Primary Submission Category: Dynamic Treatment Regimes
Evaluating Dynamic System-Level Congestion Pricing Regimes with Endogenous Interference
Authors: Aleksander Holleran,
Presenting Author: Aleksander Holleran*
Vehicle tolling operates as a dynamic treatment regime applied at the system level, where interventions affect shared congestion states that feed back into future behavior. Such settings violate standard causal assumptions through interference and state dependence.
We study dynamic treatment regimes in a transportation setting using an agent-based simulation with endogenous state evolution. The simulation is embedded in the physical road geometry and resolves vehicle movement at one-second intervals, allowing congestion to emerge from spatially constrained driving behavior and mode choice. Time-varying tolls are determined by rules that map observed conditions to prices. Under dynamic regimes, tolls are updated continuously. Congestion functions as a shared, time-varying state through which policy effects propagate, generating interference across agents and over time.
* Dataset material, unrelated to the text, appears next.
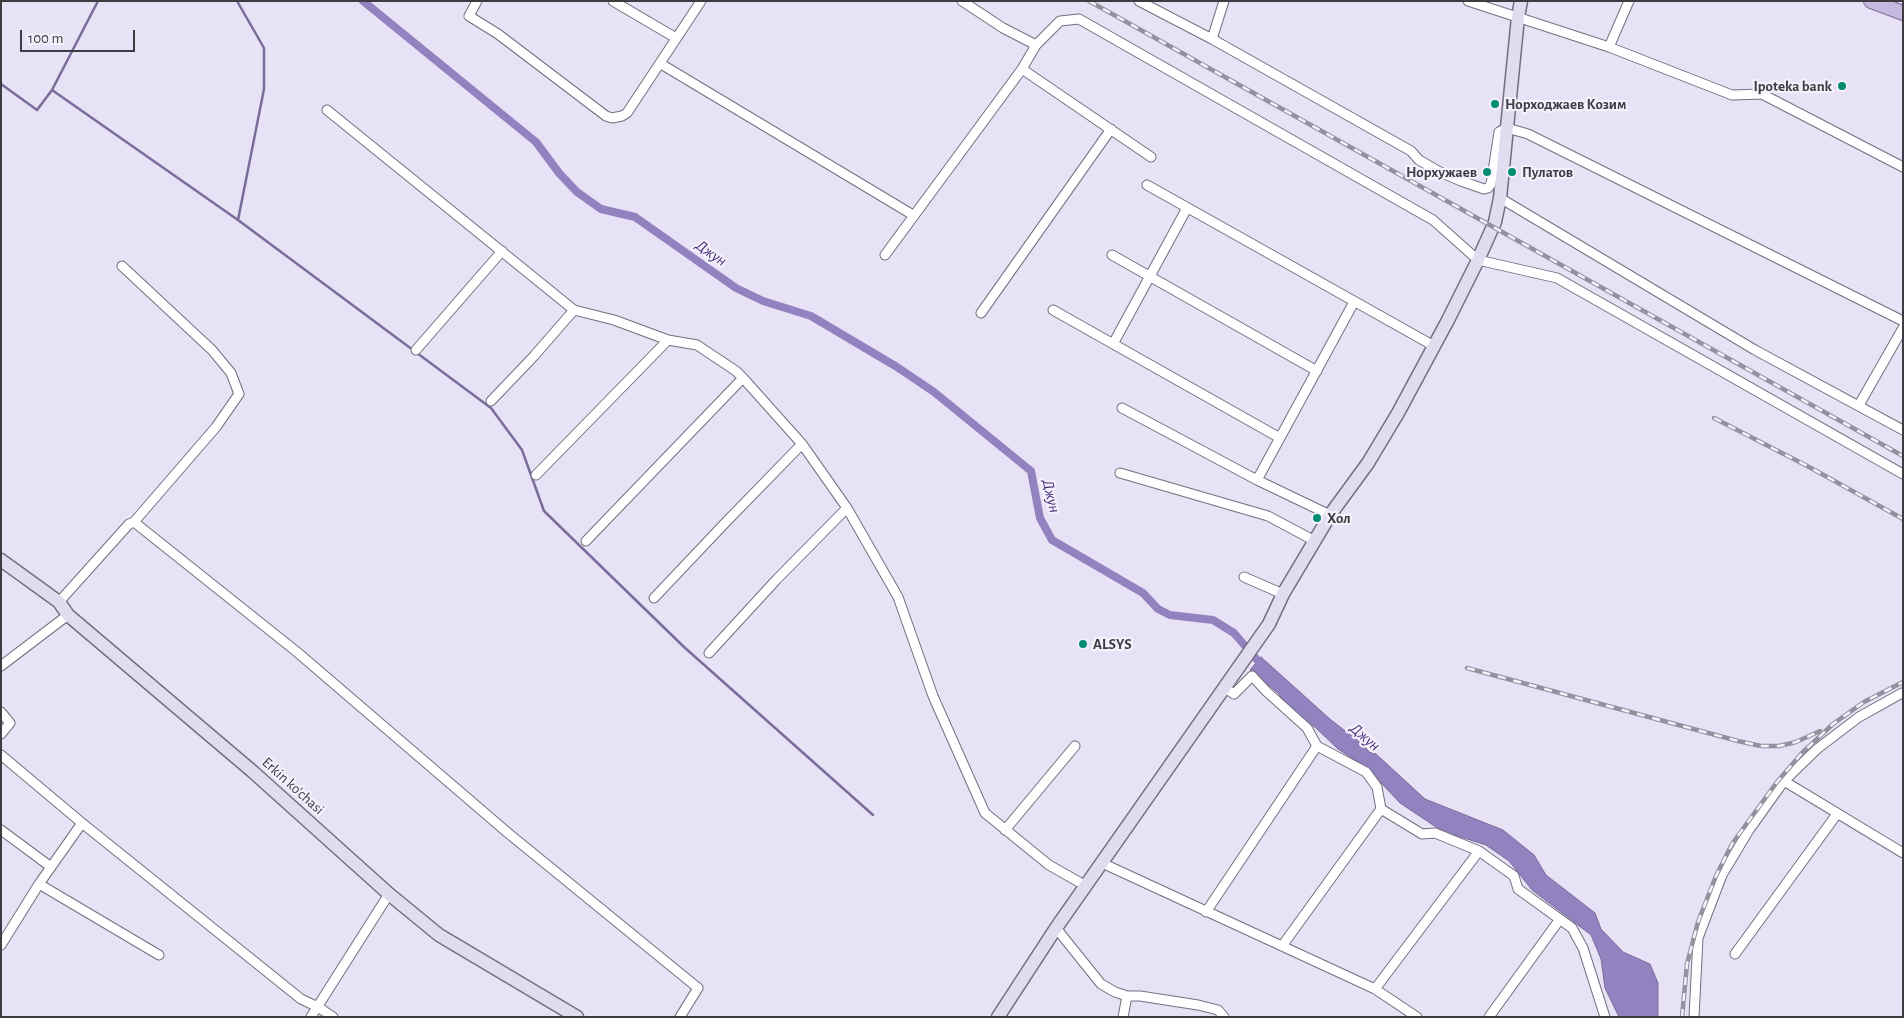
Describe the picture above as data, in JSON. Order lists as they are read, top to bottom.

We compare policy regimes across synthetic seasons of varying demand, crash, and closure conditions. Seasons allow agents to learn expected travel times from experience, generating behavioral responses to policy-driven congestion relief. Regime performance is assessed using aggregate welfare measures that combine travel time and toll payments, evaluated with both individual-specific values of time (VOT) and median VOT to support distributionally neutral comparisons. This framework supports regime-level policy evaluation in settings where interference, learning, and feedback are intrinsic features.